The U.S. embassy in Cairo has told its citizens to consider leaving the country as soon as possible and has warned against traveling in the country.

Approximately 90,000 Americans are estimated to live, work and study in Egypt, and several companies have told their employees’ families to leave.

The warning is more severe than the previous statement to citizens to avoid non-essential travel in Egypt.  

Dozens of wealthy Egyptians beat the rush Saturday night and fled on private planes as the flames of rebellion continued to burn. Relative quiet has returned to the streets, but thousands of protesters continued to appear Sunday morning to call for the resignation of Egyptian President Hosni Mubarak.

Saudi Arabia, Lebanon and Jordan also are organizing flights to evacuate their citizens, while Israel was the first to do so. Relatives of diplomats and dozens of tourists were flown home, but senior diplomats remain in Cairo, although their offices are closed.

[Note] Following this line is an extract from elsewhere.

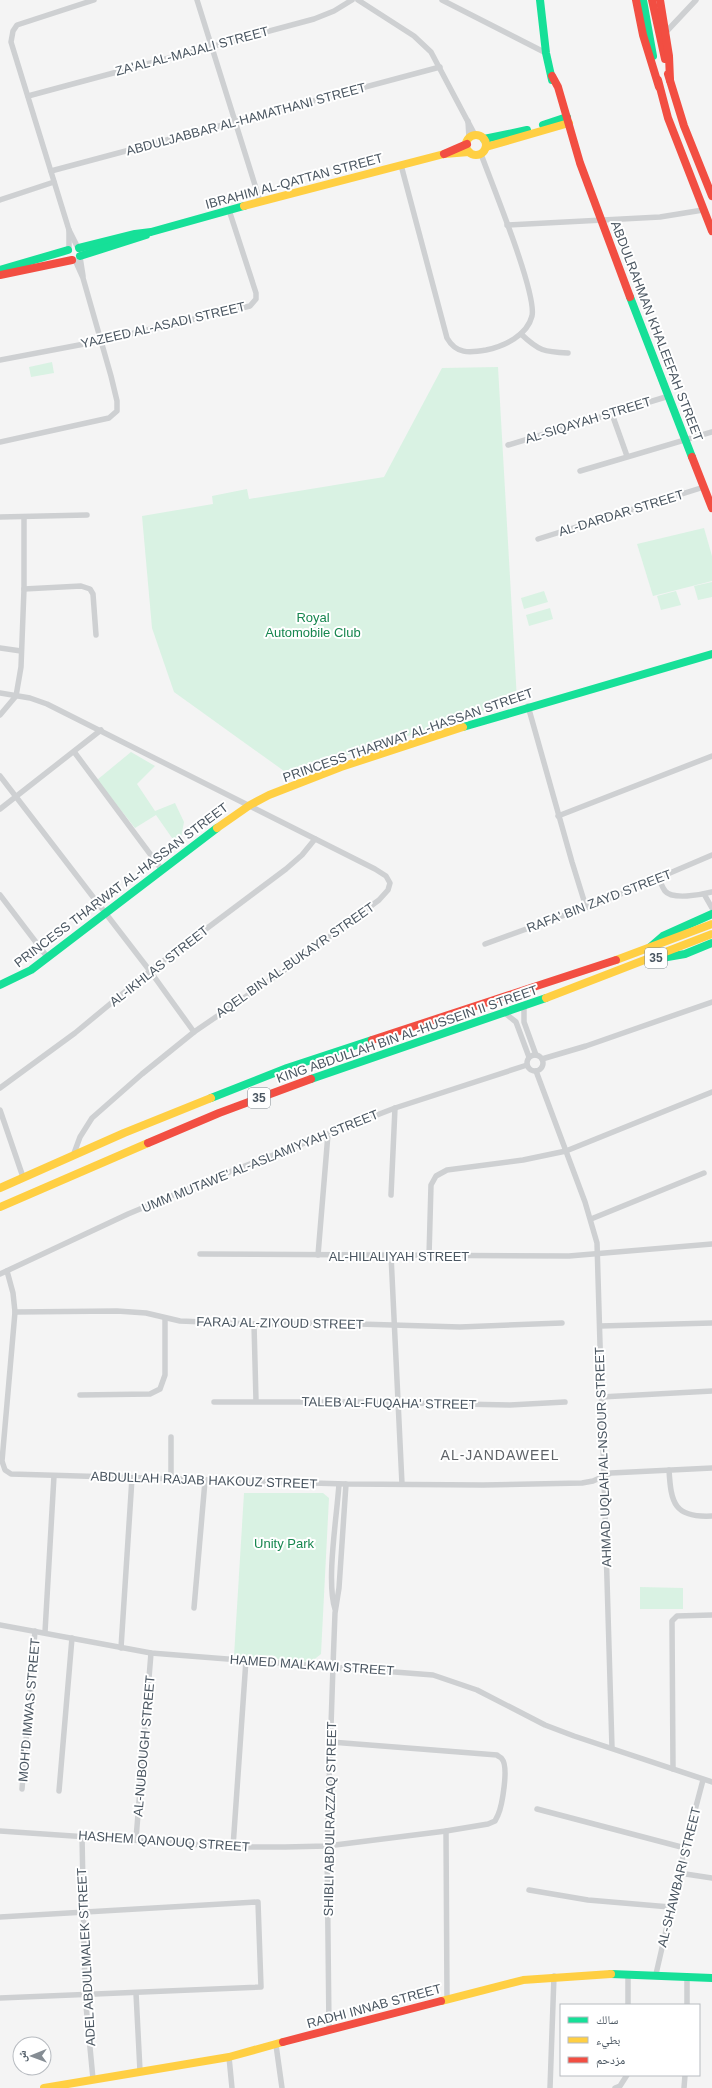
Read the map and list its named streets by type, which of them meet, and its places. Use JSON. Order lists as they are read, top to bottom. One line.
{"streets":{"main road":["IBRAHIM AL-QATTAN STREET","ABDULRAHMAN KHALEEFAH STREET","PRINCESS THARWAT AL-HASSAN STREET","35","KING ABDULLAH BIN AL-HUSSEIN II STREET","RADHI INNAB STREET"],"street":["ZA'AL AL-MAJALI STREET","ABDULJABBAR AL-HAMATHANI STREET","YAZEED AL-ASADI STREET","AL-SIQAYAH STREET","AL-DARDAR STREET","RAFA' BIN ZAYD STREET","AQEL BIN AL-BUKAYR STREET","AL-IKHLAS STREET","UMM MUTAWE' AL-ASLAMIYYAH STREET","AL-HILALIYAH STREET","FARAJ AL-ZIYOUD STREET","TALEB AL-FUQAHA' STREET","AHMAD UQLAH AL-NSOUR STREET","ABDULLAH RAJAB HAKOUZ STREET","HAMED MALKAWI STREET","MOH'D IMWAS STREET","AL-NUBOUGH STREET","SHIBLI ABDULRAZZAQ STREET","HASHEM QANOUQ STREET","AL-SHAWBARI STREET","ADEL ABDULMALEK STREET"]},"crossings":[["IBRAHIM AL-QATTAN STREET","YAZEED AL-ASADI STREET"],["ABDULRAHMAN KHALEEFAH STREET","AL-SIQAYAH STREET"],["ABDULRAHMAN KHALEEFAH STREET","AL-DARDAR STREET"],["AQEL BIN AL-BUKAYR STREET","AL-IKHLAS STREET"],["AQEL BIN AL-BUKAYR STREET","KING ABDULLAH BIN AL-HUSSEIN II STREET"],["UMM MUTAWE' AL-ASLAMIYYAH STREET","AHMAD UQLAH AL-NSOUR STREET"],["UMM MUTAWE' AL-ASLAMIYYAH STREET","ABDULLAH RAJAB HAKOUZ STREET"],["AL-HILALIYAH STREET","AHMAD UQLAH AL-NSOUR STREET"],["FARAJ AL-ZIYOUD STREET","ABDULLAH RAJAB HAKOUZ STREET"],["AHMAD UQLAH AL-NSOUR STREET","ABDULLAH RAJAB HAKOUZ STREET"],["AHMAD UQLAH AL-NSOUR STREET","HAMED MALKAWI STREET"],["ABDULLAH RAJAB HAKOUZ STREET","SHIBLI ABDULRAZZAQ STREET"],["HAMED MALKAWI STREET","MOH'D IMWAS STREET"],["HAMED MALKAWI STREET","AL-NUBOUGH STREET"],["HAMED MALKAWI STREET","SHIBLI ABDULRAZZAQ STREET"],["AL-NUBOUGH STREET","HASHEM QANOUQ STREET"],["SHIBLI ABDULRAZZAQ STREET","HASHEM QANOUQ STREET"],["SHIBLI ABDULRAZZAQ STREET","RADHI INNAB STREET"],["HASHEM QANOUQ STREET","ADEL ABDULMALEK STREET"],["AL-SHAWBARI STREET","RADHI INNAB STREET"],["ADEL ABDULMALEK STREET","RADHI INNAB STREET"]],"districts":["AL-JANDAWEEL"],"parks":["Royal Automobile Club","Unity Park"],"legend":["سالك","بطيء","مزدحم"],"north":"left"}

In the United States, sympathizers with the opposition movement rallied Saturday outside the United Nations and in Chicago, Atlanta, Seattle, San Francisco and Los Angeles.
 


People want the ‘Pharaoh’ to leave,” said Dr. Zaher Sahloul, chairman of the Council of Islamic Organizations for Greater Chicago, according to the city’s Sun-Times newspaper. “Egypt is asking for the right of its children to dream.”

The protesters also turned their wrath on U.S. President Barack Obama, whom they accused of being too mild in his comments Saturday night that President Mubarak should guarantee freedom of expression to opposition activists and to halt the violence that has claimed more than 100 deaths.

The marchers compared the anti-government unrest in Egypt to the thirst for democracy that drove the American Revolution.

“You cannot be neutral between right and wrong,” Mahmoud Hamad, an assistant professor of politics at Drake University in Des Moines, told the Chicago newspaper. “You cannot be neutral between a dictatorship and freedom.”